1. Proof that $b^{x+y}=b^x b^y$
Since
$$ x+y=\frac{ps+rq}{qs}, $$
we have
$$ b^{x+y} = b^{(ps+rq)/(qs)} = \sqrt[qs]{,b^{ps+rq},}. $$
Using the integer exponent law,
$$ b^{ps+rq}=b^{ps}b^{rq}, $$
hence
$$ b^{x+y} = \sqrt[qs]{,b^{ps}b^{rq},}. $$
Now compute the $qs$-th power of $b^x b^y$:
$$ (b^x b^y)^{qs} = \left(\sqrt[q]{b^p}\right)^{qs} \left(\sqrt[s]{b^r}\right)^{qs}. $$
Since
$$ \left(\sqrt[q]{b^p}\right)^q=b^p, $$
it follows that
$$ \left(\sqrt[q]{b^p}\right)^{qs} = \left(\left(\sqrt[q]{b^p}\right)^q\right)^s = (b^p)^s = b^{ps}, $$
where the last step uses the integer exponent laws. Similarly,
$$ \left(\sqrt[s]{b^r}\right)^{qs} = b^{rq}. $$
Therefore
$$ (b^x b^y)^{qs} = b^{ps}b^{rq} = b^{ps+rq}. $$
Also,
$$ (b^{x+y})^{qs} = \left(\sqrt[qs]{b^{ps+rq}}\right)^{qs} = b^{ps+rq}. $$
Thus $b^{x+y}$ and $b^xb^y$ are positive numbers with the same $qs$-th power.

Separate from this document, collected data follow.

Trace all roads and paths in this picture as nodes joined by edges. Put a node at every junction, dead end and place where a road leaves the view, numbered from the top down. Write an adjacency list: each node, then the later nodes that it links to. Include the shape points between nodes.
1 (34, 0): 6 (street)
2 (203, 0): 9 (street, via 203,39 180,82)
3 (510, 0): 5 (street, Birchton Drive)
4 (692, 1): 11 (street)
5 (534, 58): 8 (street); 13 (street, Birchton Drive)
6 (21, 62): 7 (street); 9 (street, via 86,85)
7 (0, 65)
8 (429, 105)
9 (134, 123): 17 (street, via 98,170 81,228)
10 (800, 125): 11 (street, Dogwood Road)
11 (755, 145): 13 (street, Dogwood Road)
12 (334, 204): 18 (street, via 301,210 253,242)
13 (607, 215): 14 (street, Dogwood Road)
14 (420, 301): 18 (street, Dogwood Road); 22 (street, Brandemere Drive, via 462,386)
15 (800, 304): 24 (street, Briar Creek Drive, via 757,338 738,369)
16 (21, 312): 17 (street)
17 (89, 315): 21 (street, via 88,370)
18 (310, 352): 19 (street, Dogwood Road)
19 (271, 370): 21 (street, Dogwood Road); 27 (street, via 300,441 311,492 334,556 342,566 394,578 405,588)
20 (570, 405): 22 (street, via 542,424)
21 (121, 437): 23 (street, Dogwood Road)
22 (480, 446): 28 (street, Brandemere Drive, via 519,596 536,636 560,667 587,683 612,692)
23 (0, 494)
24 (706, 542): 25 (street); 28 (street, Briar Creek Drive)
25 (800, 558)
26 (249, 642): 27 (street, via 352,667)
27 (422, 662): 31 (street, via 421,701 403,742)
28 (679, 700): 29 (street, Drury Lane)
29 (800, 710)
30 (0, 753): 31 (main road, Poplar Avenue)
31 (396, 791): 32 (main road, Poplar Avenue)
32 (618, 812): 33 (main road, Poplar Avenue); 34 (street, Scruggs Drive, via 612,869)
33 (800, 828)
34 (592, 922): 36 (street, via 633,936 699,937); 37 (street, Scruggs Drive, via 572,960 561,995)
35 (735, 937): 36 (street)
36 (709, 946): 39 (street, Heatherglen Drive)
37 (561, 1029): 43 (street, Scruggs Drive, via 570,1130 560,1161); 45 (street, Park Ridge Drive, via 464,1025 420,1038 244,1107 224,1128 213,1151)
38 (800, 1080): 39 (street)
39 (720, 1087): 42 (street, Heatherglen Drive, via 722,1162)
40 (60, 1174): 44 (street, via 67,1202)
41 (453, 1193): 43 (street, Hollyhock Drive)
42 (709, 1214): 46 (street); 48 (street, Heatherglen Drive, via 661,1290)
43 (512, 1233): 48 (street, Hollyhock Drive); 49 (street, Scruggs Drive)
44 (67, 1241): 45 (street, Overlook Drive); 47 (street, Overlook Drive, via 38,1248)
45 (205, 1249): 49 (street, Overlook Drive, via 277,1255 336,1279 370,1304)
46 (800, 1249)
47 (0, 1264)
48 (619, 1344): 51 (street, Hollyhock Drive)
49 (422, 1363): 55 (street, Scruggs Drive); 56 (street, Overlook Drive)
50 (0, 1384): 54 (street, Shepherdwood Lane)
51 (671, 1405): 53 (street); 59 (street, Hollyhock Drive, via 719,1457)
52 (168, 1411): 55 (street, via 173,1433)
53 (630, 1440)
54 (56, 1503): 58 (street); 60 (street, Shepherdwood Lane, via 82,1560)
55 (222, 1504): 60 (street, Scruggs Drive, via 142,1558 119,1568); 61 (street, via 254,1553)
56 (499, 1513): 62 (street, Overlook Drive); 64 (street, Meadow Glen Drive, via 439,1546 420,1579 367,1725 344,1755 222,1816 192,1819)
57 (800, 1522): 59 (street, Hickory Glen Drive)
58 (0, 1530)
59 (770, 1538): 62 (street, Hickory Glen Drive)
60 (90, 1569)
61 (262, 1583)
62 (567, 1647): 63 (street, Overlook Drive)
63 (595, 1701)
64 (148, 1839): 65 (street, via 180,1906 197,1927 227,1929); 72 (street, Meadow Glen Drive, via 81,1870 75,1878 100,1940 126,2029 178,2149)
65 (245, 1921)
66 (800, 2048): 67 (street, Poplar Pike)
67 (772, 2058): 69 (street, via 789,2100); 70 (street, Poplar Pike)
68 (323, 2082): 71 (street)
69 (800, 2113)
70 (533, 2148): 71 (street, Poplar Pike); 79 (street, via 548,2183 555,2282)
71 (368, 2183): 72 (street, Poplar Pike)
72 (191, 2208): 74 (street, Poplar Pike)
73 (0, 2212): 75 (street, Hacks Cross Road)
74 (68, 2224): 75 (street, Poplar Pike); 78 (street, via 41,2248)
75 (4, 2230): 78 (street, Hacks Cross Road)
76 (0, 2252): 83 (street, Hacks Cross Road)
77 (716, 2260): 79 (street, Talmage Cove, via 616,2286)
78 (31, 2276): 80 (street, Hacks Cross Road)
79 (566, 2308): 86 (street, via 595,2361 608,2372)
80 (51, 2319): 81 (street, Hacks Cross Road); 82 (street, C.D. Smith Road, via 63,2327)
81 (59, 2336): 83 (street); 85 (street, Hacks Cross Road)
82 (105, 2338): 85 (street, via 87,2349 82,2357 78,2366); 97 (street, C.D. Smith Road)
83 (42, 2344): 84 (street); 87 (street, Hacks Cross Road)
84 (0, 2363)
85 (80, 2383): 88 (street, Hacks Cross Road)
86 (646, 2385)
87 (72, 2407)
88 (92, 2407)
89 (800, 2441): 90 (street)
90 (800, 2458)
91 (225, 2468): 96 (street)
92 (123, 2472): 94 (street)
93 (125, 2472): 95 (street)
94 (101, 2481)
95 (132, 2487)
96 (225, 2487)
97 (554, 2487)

By uniqueness of the positive $qs$-th root,
$$ b^{x+y}=b^xb^y. $$
2. A lemma: $(b^x)^m=b^{mx}$ for every integer $m$
This was used implicitly in the flawed proof and must be established.
Case $m>0$
By repeated multiplication,
$$ (b^x)^m = \underbrace{b^x b^x\cdots b^x}_{m\text{ factors}}. $$
Using the addition law already proved,
$$ b^x b^x=b^{x+x}, $$
and repeating this,
$$ (b^x)^m = b^{x+\cdots+x} = b^{mx}. $$
Case $m=0$
$$ (b^x)^0=1=b^0=b^{0x}. $$
Case $m<0$
Write $m=-n$ with $n>0$. Then
$$ (b^x)^m = (b^x)^{-n} = \frac1{(b^x)^n}. $$
By the positive case,
$$ (b^x)^n=b^{nx}, $$
hence
$$ (b^x)^m = \frac1{b^{nx}} = b^{-nx} = b^{mx}. $$
The last equality follows from the addition law:
$$ b^{nx}b^{-nx}=b^0=1. $$
Therefore
$$ (b^x)^m=b^{mx} $$
for every integer $m$.
3. Proof that $(b^x)^y=b^{xy}$
Since
$$ y=\frac rs, $$
the definition of rational powers gives
$$ (b^x)^y = \sqrt[s]{(b^x)^r}. $$
By the lemma,
$$ (b^x)^r=b^{rx}, $$
so
$$ (b^x)^y = \sqrt[s]{,b^{rx},}. $$
Since $x=p/q$,
$$ rx=\frac{rp}{q}, $$
hence
$$ (b^x)^y = \sqrt[s]{,b^{rp/q},}. $$
Let
$$ A=(b^x)^y, \qquad B=b^{xy}=b^{pr/(qs)}. $$
We compare their $s$-th powers.
From the preceding expression for $A$,
$$ A^s=b^{rp/q}. $$
Now
$$ B = b^{pr/(qs)} = \sqrt[qs]{,b^{pr},}. $$
To compute $B^s$, we must justify the root identity that was missing in the flawed proof.
Let
$$ C=\left(\sqrt[qs]{a}\right)^s, \qquad a>0. $$
Then
$$ C^q = \left(\left(\sqrt[qs]{a}\right)^s\right)^q = \left(\sqrt[qs]{a}\right)^{qs} = a. $$
Since $C>0$, $C$ is the unique positive $q$-th root of $a$. Therefore
$$ \left(\sqrt[qs]{a}\right)^s=\sqrt[q]{a}. $$
Applying this with $a=b^{pr}$,
$$ B^s = \left(\sqrt[qs]{b^{pr}}\right)^s = \sqrt[q]{b^{pr}} = b^{pr/q}. $$
Hence
$$ B^s=b^{pr/q}=b^{rp/q}=A^s. $$
Both $A$ and $B$ are positive, and their $s$-th powers are equal. By uniqueness of positive $s$-th roots,
$$ A=B. $$
Therefore
$$ (b^x)^y=b^{xy}. $$
We have proved
$$ b^{x+y}=b^xb^y, \qquad (b^x)^y=b^{xy}, $$
for all rational $x$ and $y$, assuming the exponent laws for integers.
$$ \boxed{\text{The laws of exponents hold for rational exponents.}} $$